The Urban Jungle Does Not Care

 

Competitive environments in video games are expected to have as minimal randomness as possible. If you want a fair playing field, you expect to play a game that puts you up against the same environment as your enemy. 

This is why conventional 5CP maps in Team Fortress 2 have rotational symmetry. This is why traditional Capture The Flag maps in video games are symmetrical. You have to go through the same areas as your enemy, as otherwise you would be dealing with issues such as one team having a height advantage or straight up better angles and so on — and even if the gameplay is asymmetrical, the rules usually switch the sides for each team, so that the defending team gets a shot at attacking in the second half.

 

APB has none of that. We are members of one faction, pitted against the other faction in a mission. In order to maintain some impredictability, mission objectives are randomly chosen from designated spots within the district, so that you hardly ever (if at all) run into the exact same mission as before. If you lost all your defend stages and the final stage, that’s it; you don’t get to have a rematch against the same team with the same objectives, but as the attacker. The system actively tries to present you with an inherently different experience. Your best bet of a rematch is a prayer that the system picks your team against a different team for the second time, but in a different mission — which may still be a defend mission for your team.

 

What exacerbates the problem is that some areas of San Paro have become notorious for being very difficult to seize control of. Financial District’s Ferjandro Shipping, known by some as German Fortress, is a glaring example. Its rooftops offer a height advantage to almost all sides, with the south entrances being bottleneck corridors “hidden” behind ladders, and the entire north side not requiring any attention due to a building blocking the sightlines to those who don’t attack from either the west or the east.

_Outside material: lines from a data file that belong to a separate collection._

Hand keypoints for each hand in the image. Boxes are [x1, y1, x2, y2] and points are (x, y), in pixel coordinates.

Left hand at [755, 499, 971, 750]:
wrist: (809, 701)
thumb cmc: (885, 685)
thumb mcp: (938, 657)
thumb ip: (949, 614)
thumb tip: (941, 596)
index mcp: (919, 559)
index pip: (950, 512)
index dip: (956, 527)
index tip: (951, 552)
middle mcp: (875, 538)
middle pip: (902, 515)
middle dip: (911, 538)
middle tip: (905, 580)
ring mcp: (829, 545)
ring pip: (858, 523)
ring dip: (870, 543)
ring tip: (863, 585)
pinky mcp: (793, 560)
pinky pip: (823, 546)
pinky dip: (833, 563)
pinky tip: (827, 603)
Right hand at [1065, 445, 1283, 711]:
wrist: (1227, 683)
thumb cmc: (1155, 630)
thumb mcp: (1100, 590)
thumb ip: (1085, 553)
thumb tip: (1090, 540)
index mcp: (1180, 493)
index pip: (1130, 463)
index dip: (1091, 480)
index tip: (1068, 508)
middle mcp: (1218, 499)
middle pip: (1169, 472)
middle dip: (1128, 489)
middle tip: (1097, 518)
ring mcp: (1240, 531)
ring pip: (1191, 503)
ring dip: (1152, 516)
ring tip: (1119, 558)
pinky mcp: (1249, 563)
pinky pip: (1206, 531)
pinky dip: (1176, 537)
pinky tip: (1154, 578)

Another notorious spot is Armory Wharf - Armstrong & Chen in Waterfront; it is the first warehouse north of Eva Orlandez, east of the “Fortuna Maria” Transport Ferry. If one team knows how to maintain a hold over this area, it’s exceptionally difficult for their opposition to breach through that defense, as they get a height advantage (since the only 1st floor entrance is a bottleneck in the form of a door) and the westmost balconies are only exposed from the east and the north-east direction.

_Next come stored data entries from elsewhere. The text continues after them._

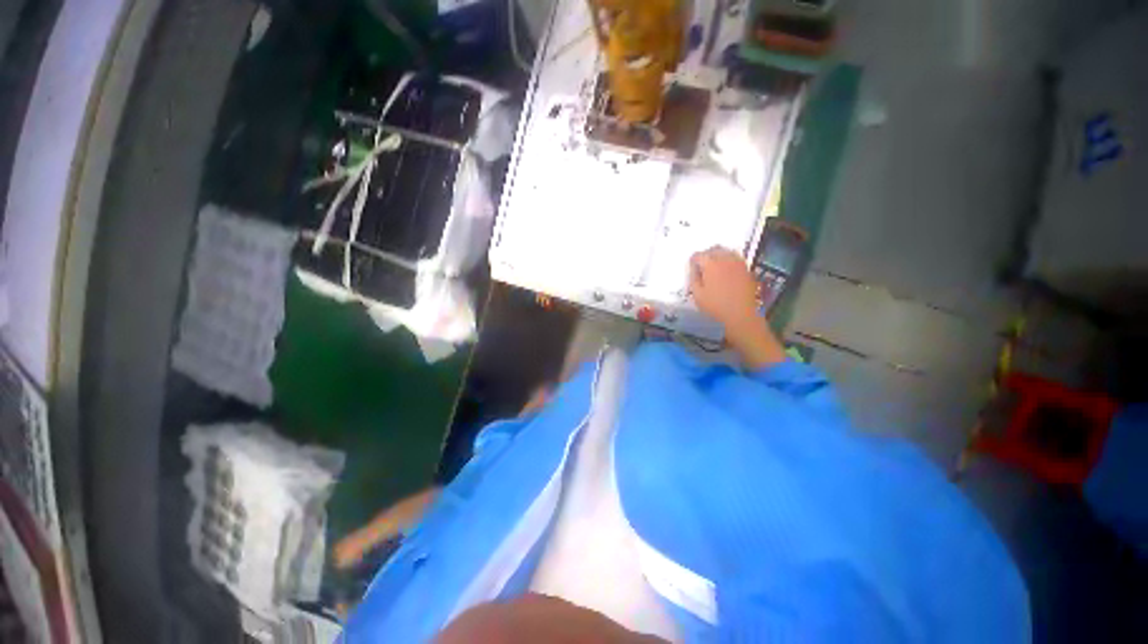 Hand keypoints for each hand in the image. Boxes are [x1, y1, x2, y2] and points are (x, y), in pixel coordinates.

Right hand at [689, 246, 785, 368]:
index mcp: (711, 264)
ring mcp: (738, 263)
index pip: (698, 255)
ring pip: (726, 251)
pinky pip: (735, 258)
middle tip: (701, 268)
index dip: (692, 262)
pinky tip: (726, 273)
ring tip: (714, 268)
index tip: (691, 271)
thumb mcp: (697, 294)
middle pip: (713, 249)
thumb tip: (694, 268)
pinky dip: (728, 261)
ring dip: (718, 256)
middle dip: (706, 255)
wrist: (740, 317)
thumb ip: (693, 278)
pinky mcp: (746, 269)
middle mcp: (725, 259)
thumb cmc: (715, 307) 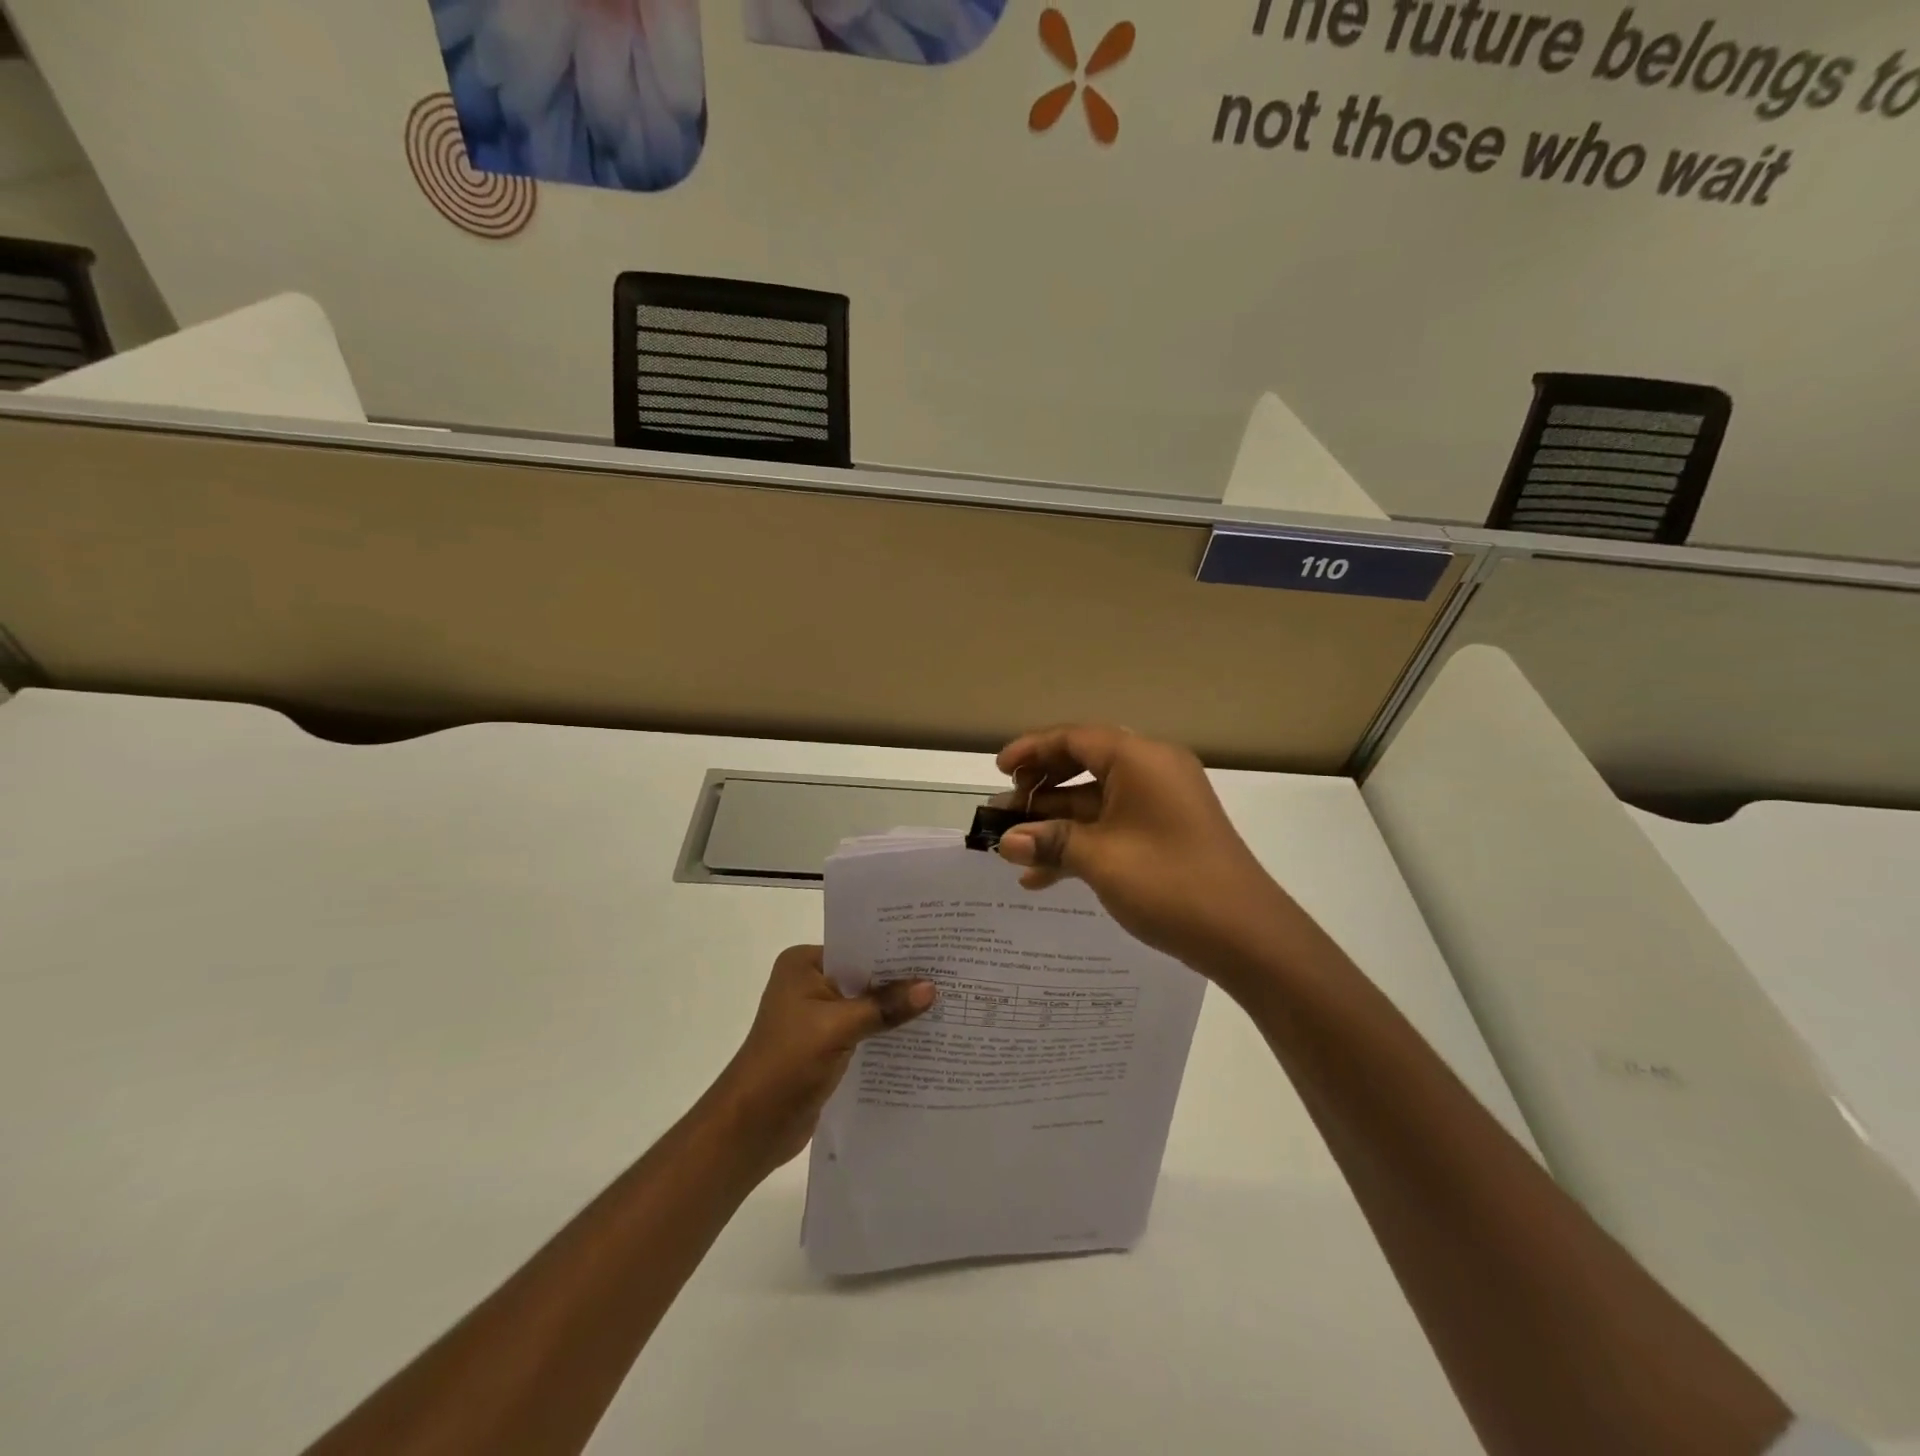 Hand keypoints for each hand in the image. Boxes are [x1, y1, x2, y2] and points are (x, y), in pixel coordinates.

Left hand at [704, 946, 933, 1173]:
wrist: (751, 1128)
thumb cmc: (786, 1063)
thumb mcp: (838, 1028)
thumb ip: (884, 1006)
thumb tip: (931, 987)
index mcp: (804, 964)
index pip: (858, 946)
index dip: (894, 948)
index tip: (936, 947)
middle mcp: (809, 984)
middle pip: (864, 976)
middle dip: (901, 980)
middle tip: (949, 973)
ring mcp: (817, 1017)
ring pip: (866, 1005)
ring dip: (895, 1009)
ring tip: (945, 1003)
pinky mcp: (826, 1047)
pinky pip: (864, 1031)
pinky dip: (886, 1033)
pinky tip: (921, 1036)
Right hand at [994, 725, 1295, 975]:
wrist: (1246, 935)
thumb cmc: (1170, 882)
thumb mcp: (1100, 859)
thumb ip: (1049, 842)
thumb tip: (1005, 842)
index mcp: (1139, 759)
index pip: (1075, 738)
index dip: (1031, 750)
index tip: (998, 771)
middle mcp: (1152, 770)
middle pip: (1083, 764)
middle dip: (1040, 789)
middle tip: (1005, 810)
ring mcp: (1160, 803)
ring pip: (1094, 801)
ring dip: (1055, 822)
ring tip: (1013, 848)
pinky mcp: (1164, 833)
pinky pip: (1112, 825)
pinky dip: (1080, 843)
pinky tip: (1043, 876)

Continuing: the roof of the Mist restaurant in Financial’s The Needles - Canalside is sniper heaven. If you are on said roof with a sniper rifle, you are constantly at a height advantage from all sides, with the only real threat coming from its southern neighbor, the Hope Mall — and even then, all it takes is to take a step back to get out of its render distance.

 

If the game’s mission logic decides to put an objective in any of these places, the ensuing fight for control of the area will sometimes go on for several minutes depending on the skill level of the players. This exact problem is what gives these places their reputation. Often times, the players lose morale when they see where the mission is taking them, before anything even happens.

 

The architecture of the city is, at the same time, that of a believable metropolis, and that of a laser tag arena. The randomness of objective placement can end up deciding the outcome of the match simply by putting the mission items in a spot that’s easier or harder to take control of. Redesigning the entire map, or creating a district map around the idea of making each spot perfectly balanced is out of the question. Doing so would ultimately be a rejection of APB’s roots as a third-person shooter game focused on urban combat — and what we would get in return are environments that may seem more fair, but ultimately end up being cookie-cutter pieces on flat ground that get rearranged every so often.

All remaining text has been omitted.